Existe
una historia triste y sórdida en el reciente
pasado de Salta, la cual tuvo un epílogo no aceptado
por la generalidad del público. Es una historia
trágica, dramática, donde el protagonista
central fue un inocente niño de tan sólo
seis años de edad, brutalmente asesinado por
un depravado cobarde y lascivo, que logró burlar
la Justicia ante la ignorancia rústica de los
padres del pequeño mártir. Allá
arriba en las montañas, cerca de San Antonio
de los Cobres, existen desperdigados poblados que viven
al margen de la vida del valle, al cual contemplan desde
las alturas de cielos límpidos, y cardones que
elevan sus brazos como candelabros vegetales que sólo
se animan en el color alegre de los airampos. Entre
estos pobladores sufridos, ingenuos y silenciosos, estaba
la familia Sangüeso. El jefe de la familia era
un rústico de aspecto formidable por su contextura
física de auténtico habitante de la montaña,
agreste y solitaria. Su bondad le semejaba a un santo
viviente, y todo su cariño estaba centrado en
esa tierra agresiva y ruda, donde había nacido
oyendo las leyendas indias de la Pachamama. Aprendió
a pensar en el silencio eterno del paisaje imponente
y soledoso, y supo así que su porvenir, su vida
y la de los suyos, dependían únicamente
de sus manos rudas, fuertes y siempre diligentes para
paliar alguna aflicción.
Solía bajar a la ciudad donde conoció
a una familia de origen boliviano. Esta vivía
en las afueras, donde se encuentran esos yacimientos
de arcilla óptimos para la elaboración
de materiales cerámicos para construcción.

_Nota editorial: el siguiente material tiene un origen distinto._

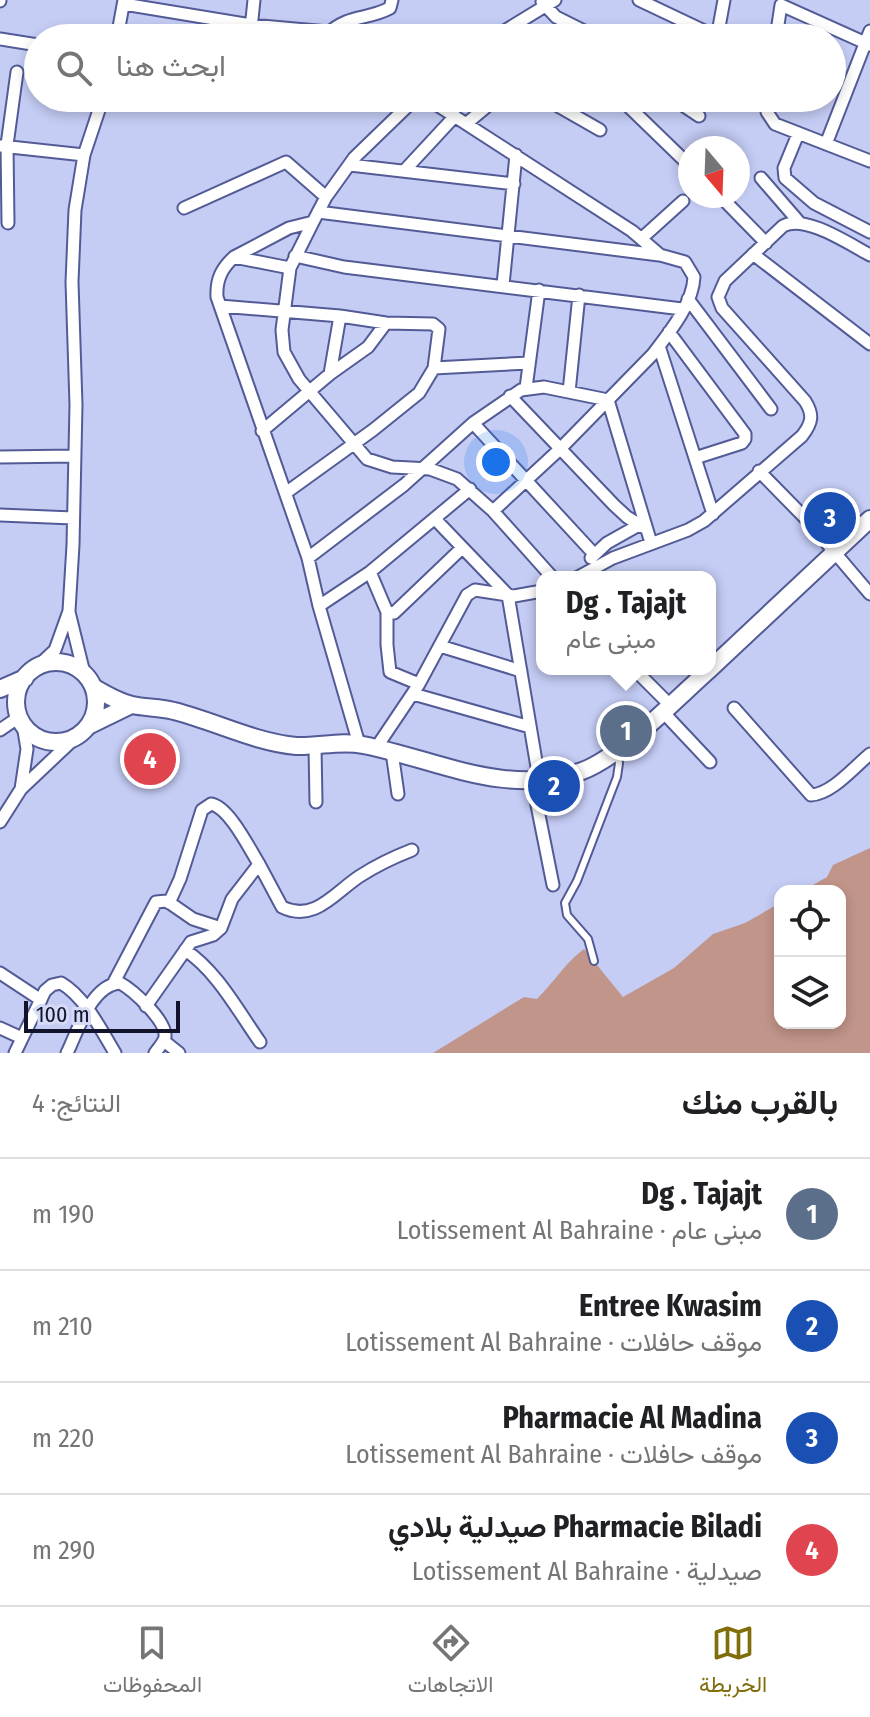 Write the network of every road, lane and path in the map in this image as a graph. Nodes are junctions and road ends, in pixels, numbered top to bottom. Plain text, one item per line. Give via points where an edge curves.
1 (254, 0) edge
2 (392, 0) edge
3 (639, 0) edge
4 (724, 0) edge
5 (124, 2) edge
6 (547, 2) edge
7 (782, 3) edge
8 (120, 24) edge
9 (245, 24) edge
10 (251, 24) edge
11 (342, 24) edge
12 (514, 24) edge
13 (570, 24) edge
14 (688, 24) edge
15 (720, 24) edge
16 (778, 24) edge
17 (831, 24) edge
18 (846, 30) edge
19 (0, 39) edge
20 (869, 40) edge
21 (24, 43) edge
22 (17, 72) dead end
23 (846, 96) edge
24 (98, 112) edge
25 (400, 112) edge
26 (448, 112) edge
27 (480, 112) edge
28 (568, 112) edge
29 (634, 112) edge
30 (693, 112) edge
31 (767, 112) edge
32 (839, 112) edge
33 (455, 116) junction
34 (699, 116) dead end
35 (467, 123) junction
36 (600, 130) dead end
37 (798, 134) junction
38 (826, 144) junction
39 (3, 146) edge
40 (678, 154) edge
41 (84, 155) junction
42 (516, 155) junction
43 (870, 161) edge
44 (350, 165) junction
45 (404, 171) junction
46 (761, 178) dead end
47 (514, 184) junction
48 (326, 197) junction
49 (678, 206) edge
50 (184, 208) dead end
51 (732, 208) edge
52 (315, 217) junction
53 (799, 222) junction
54 (8, 223) dead end
55 (870, 232) edge
56 (509, 237) junction
57 (642, 238) junction
58 (766, 243) junction
59 (753, 254) junction
60 (660, 255) junction
61 (870, 255) edge
62 (234, 257) junction
63 (292, 262) junction
64 (503, 285) junction
65 (539, 290) junction
66 (579, 295) junction
67 (685, 304) junction
68 (220, 306) junction
69 (285, 310) junction
70 (340, 316) junction
71 (386, 323) junction
72 (669, 332) junction
73 (870, 344) edge
74 (659, 346) junction
75 (529, 363) junction
76 (434, 368) junction
77 (330, 374) junction
78 (526, 388) junction
79 (309, 392) junction
80 (569, 392) junction
81 (510, 396) junction
82 (608, 400) junction
83 (771, 409) dead end
84 (473, 423) junction
85 (262, 431) junction
86 (352, 443) junction
87 (560, 449) junction
88 (75, 456) junction
89 (0, 457) edge
90 (695, 458) junction
91 (420, 470) junction
92 (759, 471) junction
93 (528, 480) junction
94 (470, 489) junction
95 (287, 492) junction
96 (493, 511) junction
97 (713, 514) junction
98 (0, 515) edge
99 (73, 518) junction
100 (435, 519) junction
101 (870, 519) edge
102 (642, 526) junction
103 (651, 543) junction
104 (462, 548) junction
105 (833, 551) junction
106 (594, 554) junction
107 (308, 558) junction
108 (590, 570) joint
109 (547, 571) edge
110 (370, 572) junction
111 (536, 592) edge
112 (870, 594) edge
113 (508, 595) junction
114 (319, 606) junction
115 (69, 611) junction
116 (387, 612) junction
117 (440, 646) junction
118 (716, 663) edge
119 (521, 671) junction
120 (31, 672) junction
121 (639, 675) edge
122 (703, 675) edge
123 (89, 680) junction
124 (0, 689) edge
125 (416, 689) junction
126 (131, 705) junction
127 (667, 708) junction
128 (734, 708) dead end
129 (0, 710) edge
130 (20, 719) junction
131 (530, 727) junction
132 (0, 730) edge
133 (82, 732) junction
134 (359, 744) junction
135 (315, 747) junction
136 (384, 750) junction
137 (616, 751) junction
138 (870, 754) edge
139 (710, 762) dead end
140 (536, 780) junction
141 (21, 789) junction
142 (398, 794) dead end
143 (316, 802) dead end
144 (0, 822) edge
145 (412, 850) dead end
146 (259, 864) junction
147 (553, 885) dead end
148 (169, 903) junction
149 (221, 928) junction
150 (185, 950) junction
151 (594, 961) dead end
152 (0, 973) edge
153 (113, 984) junction
154 (41, 1000) junction
155 (146, 1006) junction
156 (88, 1011) junction
157 (0, 1028) edge
158 (22, 1038) junction
159 (164, 1041) junction
160 (260, 1042) dead end
161 (15, 1053) edge
162 (67, 1053) edge
163 (115, 1053) edge
164 (155, 1053) edge
165 (179, 1053) edge

1 - 10 street
2 - 11 street via 390,8 378,14 354,16
3 - 14 street
4 - 15 street
5 - 8 street
5 - 9 street
6 - 12 street
6 - 13 street via 556,17
7 - 16 street
7 - 17 street
18 - 20 street
19 - 21 street
20 - 23 street
22 - 39 street
24 - 41 street
25 - 44 street
26 - 33 street
27 - 35 street
28 - 36 street
29 - 40 street
30 - 34 street
31 - 37 street via 771,121
32 - 38 street
33 - 35 street
33 - 45 street
35 - 42 street
37 - 38 street
37 - 55 street via 785,178 814,203
38 - 43 street
39 - 41 street
39 - 54 street
41 - 88 street via 72,282
42 - 47 street
42 - 57 street
44 - 45 street
44 - 48 street
45 - 47 street
46 - 53 street
47 - 56 street
48 - 50 street via 286,162
48 - 52 street
49 - 57 street
51 - 58 street
52 - 56 street
52 - 62 street
52 - 63 street
53 - 58 street via 783,226
53 - 61 street
56 - 60 street
56 - 64 street
57 - 60 street
58 - 59 street
59 - 73 street
59 - 92 street via 725,281 718,301 805,401 812,418 802,436
60 - 67 street via 689,266 694,277
62 - 63 street
62 - 68 street via 219,277
63 - 64 street
63 - 69 street
64 - 65 street
65 - 66 street
65 - 75 street
66 - 67 street
66 - 80 street
67 - 72 street
67 - 83 street
68 - 69 street
68 - 85 street
69 - 70 street
69 - 79 street via 284,352
70 - 71 street
70 - 77 street
71 - 76 street via 437,325
71 - 77 street via 373,342
72 - 74 street
72 - 90 street via 745,434 742,443
74 - 82 street
74 - 90 street
75 - 76 street
75 - 78 street
76 - 86 street via 419,393
77 - 79 street
78 - 80 street
78 - 81 street
79 - 85 street
79 - 86 street
80 - 82 street
81 - 84 street
81 - 87 street
82 - 87 street
82 - 102 street
84 - 91 street
84 - 93 street
85 - 95 street
86 - 91 street via 374,462
86 - 95 street
87 - 93 street
87 - 102 street
88 - 89 street
88 - 99 street
90 - 97 street
91 - 94 street via 442,472
91 - 107 street
92 - 97 street
92 - 105 street
93 - 96 street
93 - 106 street
94 - 96 street
94 - 100 street
95 - 107 street
96 - 109 street
97 - 103 street
98 - 99 street
99 - 115 street
100 - 104 street
100 - 110 street
101 - 105 street
102 - 103 street
102 - 106 street
103 - 108 street
104 - 113 street
104 - 116 street via 402,608
105 - 112 street
105 - 118 street
106 - 108 street
107 - 114 street
110 - 114 street
110 - 116 street
111 - 113 street
113 - 117 street via 475,590 467,595
113 - 119 street
114 - 134 street
115 - 120 street via 55,650
115 - 123 street
116 - 125 street via 390,672
117 - 119 street
117 - 125 street
119 - 131 street
120 - 123 street via 62,662
120 - 124 street
120 - 130 street via 17,693
121 - 127 street
122 - 127 street
123 - 126 street
123 - 133 street via 97,703
125 - 131 street
125 - 136 street
126 - 133 street
126 - 135 street via 172,710 271,741
127 - 137 street
127 - 139 street
128 - 138 street via 811,795 822,793
129 - 130 street
130 - 132 street
130 - 133 street via 43,740 59,742
130 - 141 street via 27,749
131 - 140 street
133 - 141 street
134 - 135 street
134 - 136 street
135 - 143 street
136 - 140 street via 493,779
136 - 142 street
137 - 140 street via 582,771
137 - 151 lane via 617,777 565,903 567,915 588,939
140 - 147 street
141 - 144 street
145 - 146 street via 382,862 318,908 299,913 282,907
146 - 148 street via 229,816 218,805 207,805 197,818
146 - 149 street via 232,899
148 - 149 street via 193,919
148 - 153 street via 153,906
149 - 150 street
150 - 155 street
150 - 160 street via 214,978
152 - 154 street
153 - 155 street via 125,986
153 - 156 street via 101,991
154 - 156 street via 47,989 61,983
154 - 158 street
155 - 159 street via 164,1029
156 - 162 street
156 - 163 street
157 - 158 street
158 - 161 street
159 - 164 street
159 - 165 street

En esa planicie blancuzca socavada para aprovechar la
materia prima que se extiende junto a las riberas del
Arenales. Sangüeso tenía muchos hijos y
no podía sostenerlos bien a todos. El menor sólo
contaba con seis años. Pedrito, era callado,
de ojos negros y húmedos, que allá en
las montañas, solía caminar junto a su
hermano mayor pastoreando las cabras que eran parte
del magro patrimonio familiar. El jefe de la familia
resolvió acceder a los pedidos de la mujer de
ese grupo de origen boliviano, y entregó en custodia
a su pequeño hijo.
Pedrito Sangüeso cuando lo dejaron en
el rancho junto al río, extrañó
mucho su lejana montaña, sus cabras y sus juegos
infantiles. La mujer –que vivía con su
hijo ya mayor- lo aceptó con cierta indeferencia.
Lo mandaba en largas caminatas a efectuar compras menores,
y permanentemente le reclamaba algo. Pedrito barría
el piso de tierra, cuidaba el fuego, y caminaba hasta
la orilla del río en busca de trozos de leña
que dejaba junto a las orillas la correntada del Arenales.
Cuando pasaba con sus pasitos menudos, veía a
los rudos trabajadores, con los pies hundidos en el
lodo, mezclar éste para confeccionar ladrillos
y adobes en las cortadas que se sucedían unas
a otras, mostrando grandes cavidades de fondo parejo,
en este lugar poco conocido de las afueras de la ciudad
de Salta. Muchas veces había llegado hasta un
aljibe que se encontraba cerca de las cortadas, de donde
llevaba agua en un tarro largo con un asa de alambre.
Cuentan que algunas veces el hijo de la dueña
de casa, un muchachón ocioso, alto, lo llevaba
a algún encuentro de fútbol, y durante
el transcurso del espectáculo martirizaba al
niño, que lloraba en silencio, ante los golpes
e insultos del muchachón.
Una tarde Pedrito no fue visto. No estaba
en la casa. Un peón que había llegado
en la tarde de un domingo a observar como estaban los
ladrillos crudos, había notado algo en el fondo
del aljibe. Dio cuenta a la policía. Con las
primeras sombras de la noche llegó la autoridad
al lugar, y alumbrado con linternas vieron que en las
aguas del pozo, semisumergido, estaba el cuerpo de un
niño. Lo extrajeron, y pudieron identificar el
pequeño cadáver como el de Pedrito Sangüeso.
La mujer y el hijo de ésta, donde habitaba el
niño, mostráronse reacios a declarar nada.
No dijeron por qué causa no dieron parte a la
policía de la desaparición del niño.
Por fin averiguaron que Pedrito había sido martirizado
por el muchachón que abusó de él
y luego de golpearlo brutalmente, y para evitar ser
denunciado, lo ahogó en el aljibe. En el cementerio
se levanta un humilde monumento en memoria de este inocente
sacrificado por los bajos instintos de una bestia humana,
que lamentablemente eludió el rigor de la ley,
por esas circunstancias que suelen interponerse a la
voluntad de castigar a quienes agravian a la sociedad
como en este caso, de ribetes espeluznantes.